The company is also investigating the longer-term potential of human vaccines and the next stage of development will assess the technique’s safety for use in humans, the company said in a statement.  

The Vaccine Group aims to now develop vaccines so as to eliminate SARS-CoV-2 (the virus that causes COVID-19) in existing animal sources

The Vaccine Group aims to now develop vaccines so as to eliminate SARS-CoV-2 (the virus that causes COVID-19) in existing animal sources

‘Whilst we are initially testing the efficacy of our vaccines in animals, positive data would open up the possibility of rapidly moving to a human vaccine,’ said Dr Jarvis. 

A vaccine works by training the immune system to recognise and combat pathogens, either viruses or bacteria. 

To do this, certain molecules – called ‘antigens’ – from the pathogen must be introduced into the body to trigger an immune response. 

By injecting these antigens into the body, the immune system can safely learn to recognise them as hostile invaders, produce antibodies and remember them for the future. 

If the bacteria or virus reappears, the immune system will recognise the antigens and attack them before the pathogen can spread and cause sickness.

The Vaccine Group’s vaccines are based on safe forms of herpesviruses, which occur in nearly all animals including humans. 

The vaccines are created by inserting regions of the targeted pathogen DNA into the herpesvirus, which then stimulates an immune response against the disease when delivered into the animal. 

Scientists have made significant steps in the development of vaccines that could be used to tackle COVID-19 in animals

Scientists have made significant steps in the development of vaccines that could be used to tackle COVID-19 in animals

Testing found SARS-CoV-2 antigens were successfully incorporated in the company’s vaccine platform, meaning the vaccines should stimulate an immune response once in the target animal. 

The company’s current vaccine candidates are two of four for SARS-CoV-2 currently under development. 

Success with the first vaccine candidate was reached within eight weeks of the company first receiving antigen protein sequences.

‘In-vitro expression of the SARS-CoV-2 antigens demonstrates they have been successfully incorporated into TVG’s vaccine platform, meaning the vaccines should stimulate an immune response once in the target animal,’ the company said. 

‘Work is now underway preparing stocks of the first two candidates for animal trials.’    

The company is developing a range of vaccines to test different antigens and approaches to stimulating immunity.    

This is important as it is ‘still unclear’ which approaches to creating effective and long-term immunity will work in both animals and humans.        

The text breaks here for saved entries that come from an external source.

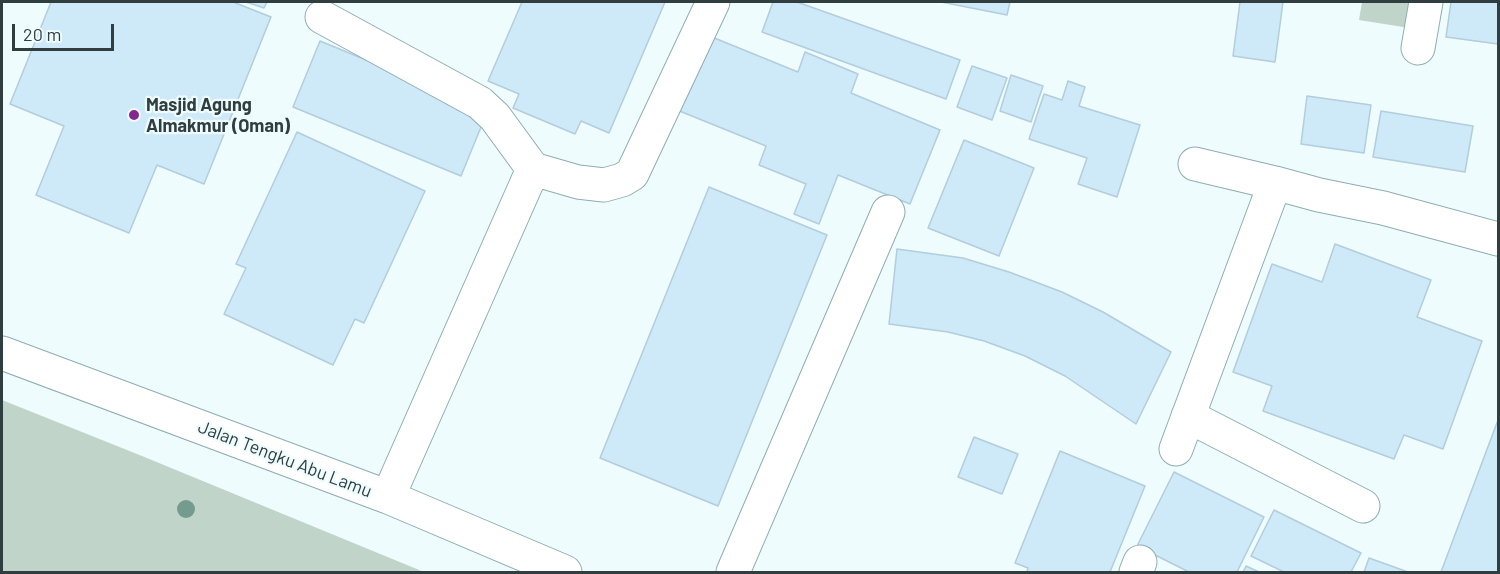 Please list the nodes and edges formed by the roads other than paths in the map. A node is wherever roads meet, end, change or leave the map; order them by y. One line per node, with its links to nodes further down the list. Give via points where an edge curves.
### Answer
1 (713, 2): 6 (street, via 632,174 604,184 578,182)
2 (1426, 2): 4 (street)
3 (322, 18): 6 (street, via 480,103)
4 (1418, 48)
5 (1195, 164): 7 (street)
6 (533, 169): 13 (street)
7 (1275, 183): 9 (street); 11 (street)
8 (888, 212): 16 (street)
9 (1498, 239)
10 (2, 353): 13 (street, Jalan Tengku Abu Lamu)
11 (1188, 416): 12 (street); 14 (street)
12 (1176, 449)
13 (388, 497): 15 (street, Jalan Tengku Abu Lamu)
14 (1363, 506)
15 (565, 573)
16 (733, 573) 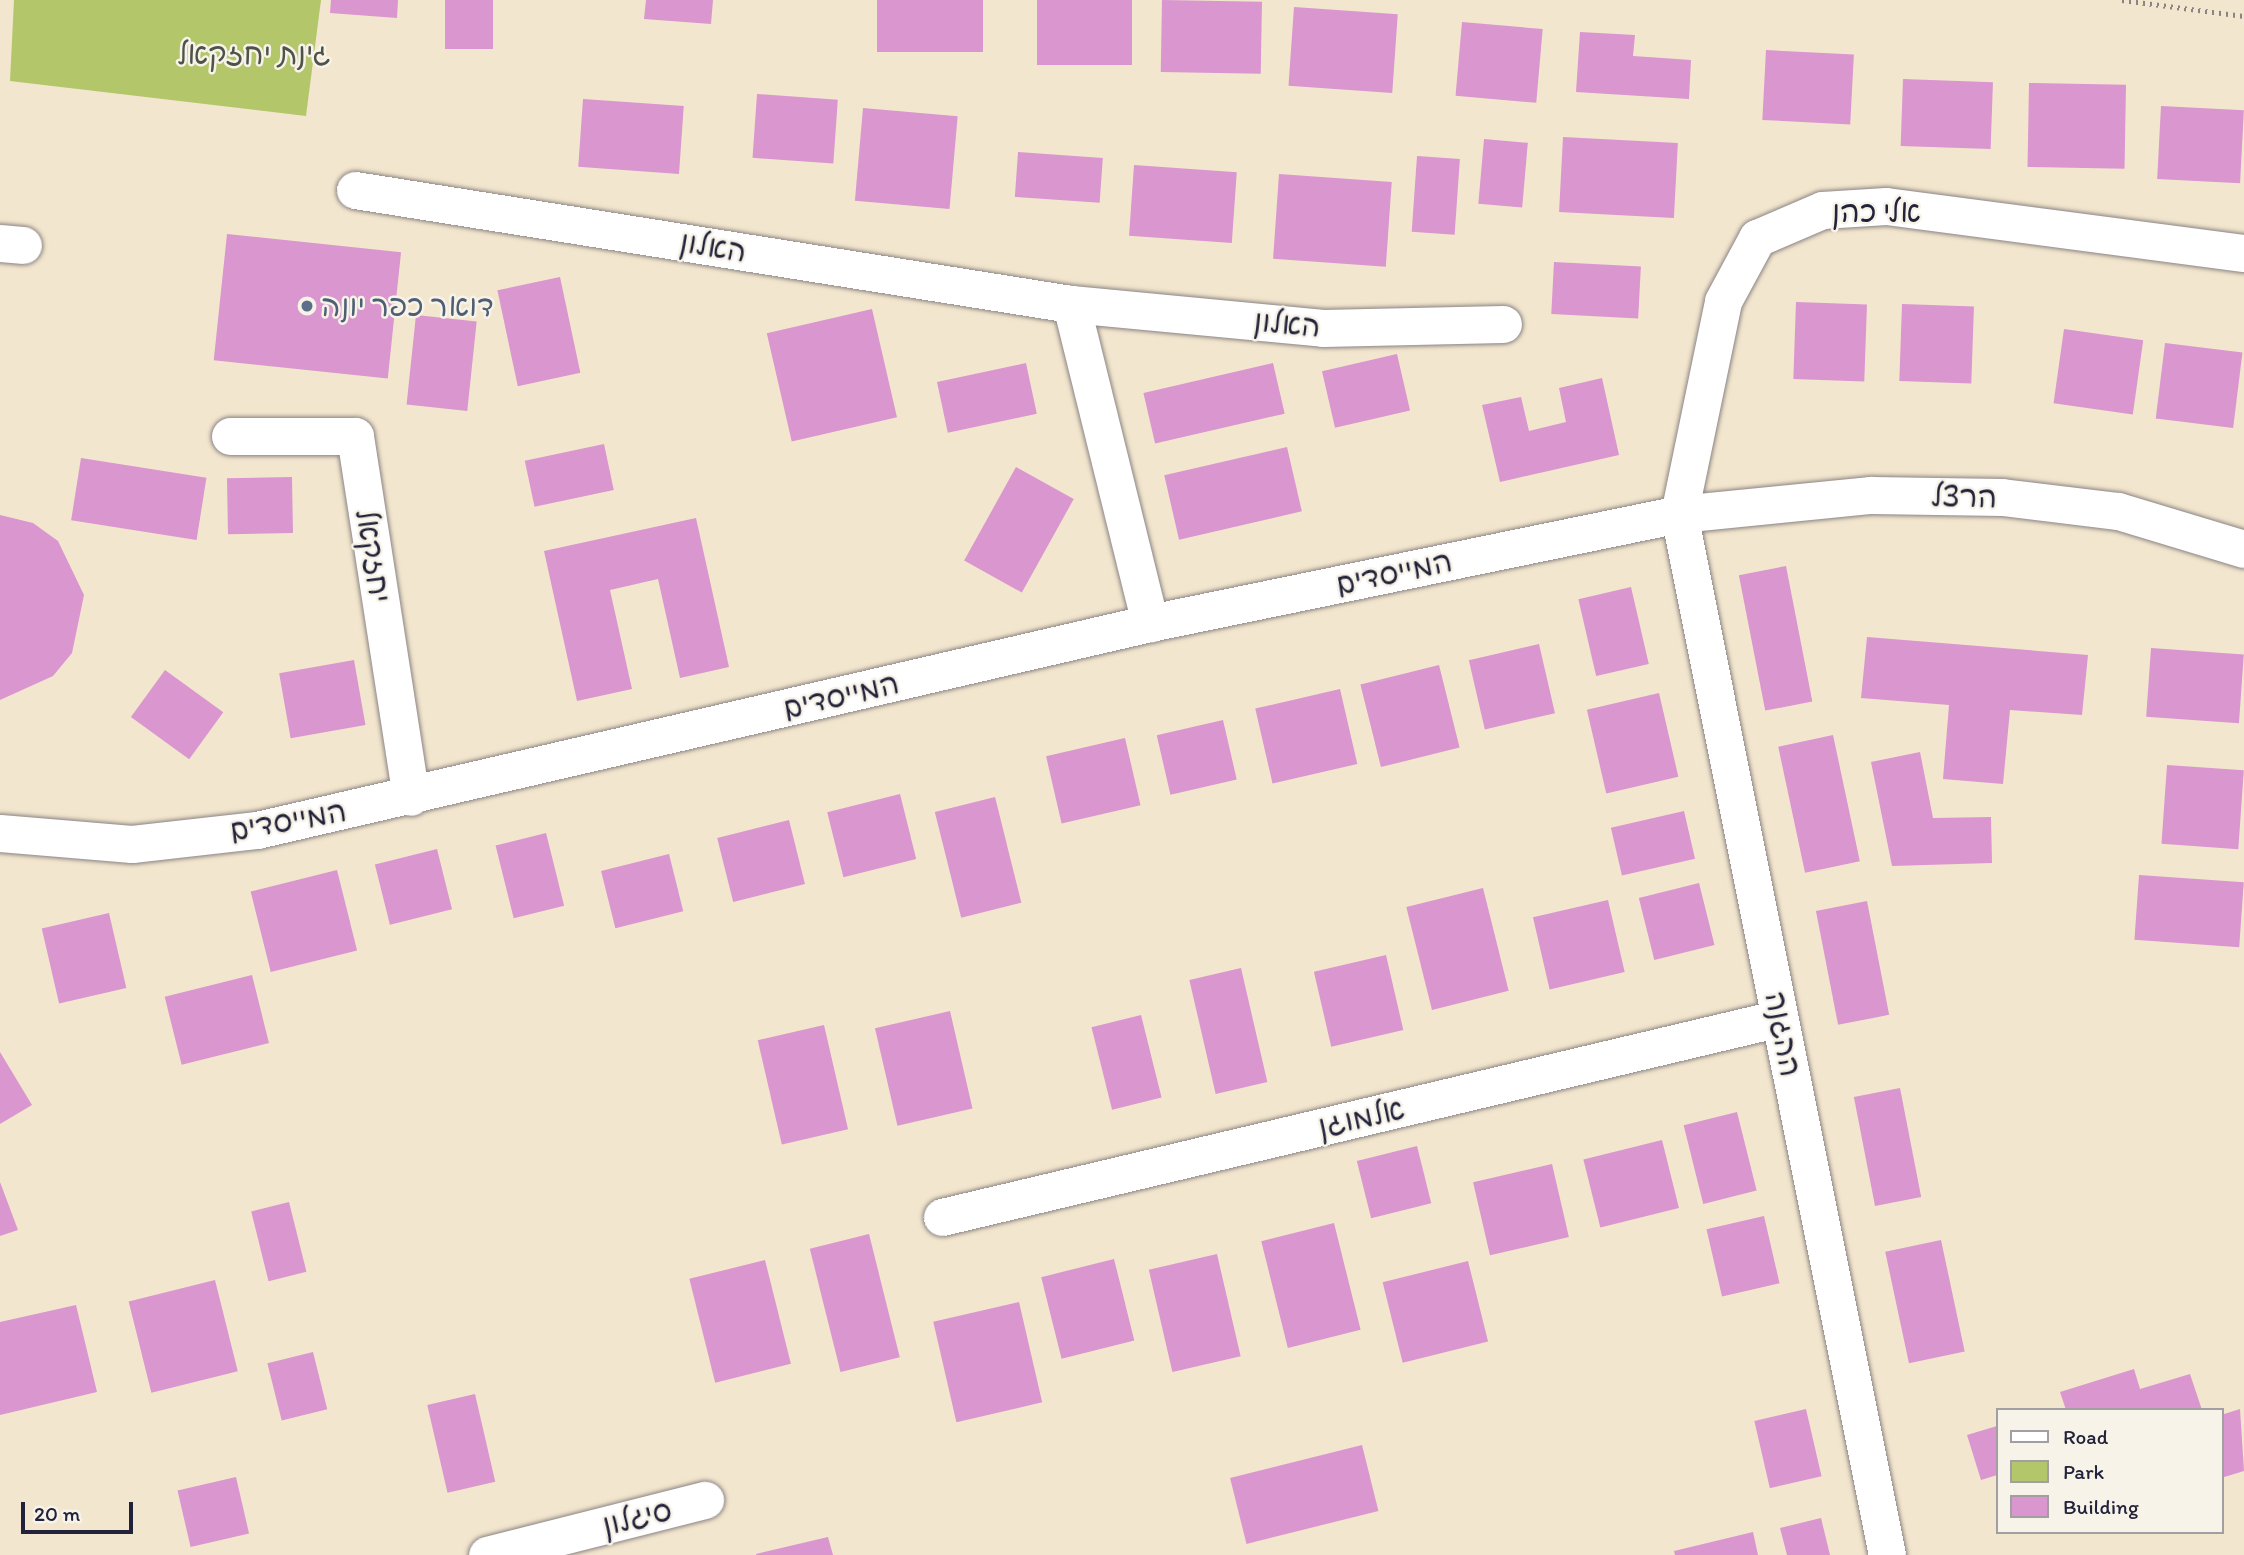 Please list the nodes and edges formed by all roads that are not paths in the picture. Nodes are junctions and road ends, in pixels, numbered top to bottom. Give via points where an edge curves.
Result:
1 (355, 190) dead end
2 (2244, 253) edge
3 (1071, 304) junction
4 (1503, 324) dead end
5 (230, 436) dead end
6 (1679, 514) junction
7 (2244, 549) edge
8 (1150, 623) junction
9 (411, 797) junction
10 (0, 833) edge
11 (1780, 1018) junction
12 (942, 1217) dead end
13 (705, 1500) dead end
14 (487, 1555) edge
15 (1887, 1555) edge

1 - 3 street, האלון
2 - 6 street, אלי כהן via 1886,206 1822,210 1756,238 1723,301
3 - 4 street, האלון via 1323,328
3 - 8 street
5 - 9 street, יחזקאל via 355,436
6 - 7 street, הרצל via 1871,495 2002,497 2118,511
6 - 8 street, המייסדים
6 - 11 street, ההגנה
8 - 9 street, המייסדים
9 - 10 street, המייסדים via 257,830 132,844
11 - 12 street, אלמוגן
11 - 15 street, ההגנה
13 - 14 street, סיגלון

‘It is impressive to see the speed with which the team has developed these vaccine candidates,’ said Matthew White at investor firm Frontier IP. 

‘Based on previous work with the same vaccine delivery platform we are hopeful that animal trials will demonstrate positive results.’ 

According to the British Veterinary Association (BVA), there is no evidence that pets can pass COVID-19 to their owners – in fact, humans pose more of a risk to cats than the other way round. 

The BVA suggested pets from infected households are more likely to carry the virus on their fur, through microscopic droplets that have been coughed or sneezed out by their human owner. 

BVA, the UK’s national body for veterinary surgeons, and other experts are keen to outline the distinction between cats carrying the virus on their fur, as opposed to being infected or showing symptoms themselves. 

The US Centers for Disease Control and Prevention (CDCP) says ‘there is no evidence that animals play a significant role in spreading the virus that causes COVID-19’, although it said ‘it appears the virus it can spread from people to animals in some situations’.  

This is despite the source of the current outbreak originally came from an animal, likely a bat, said CDCP, the US’s national public health institute.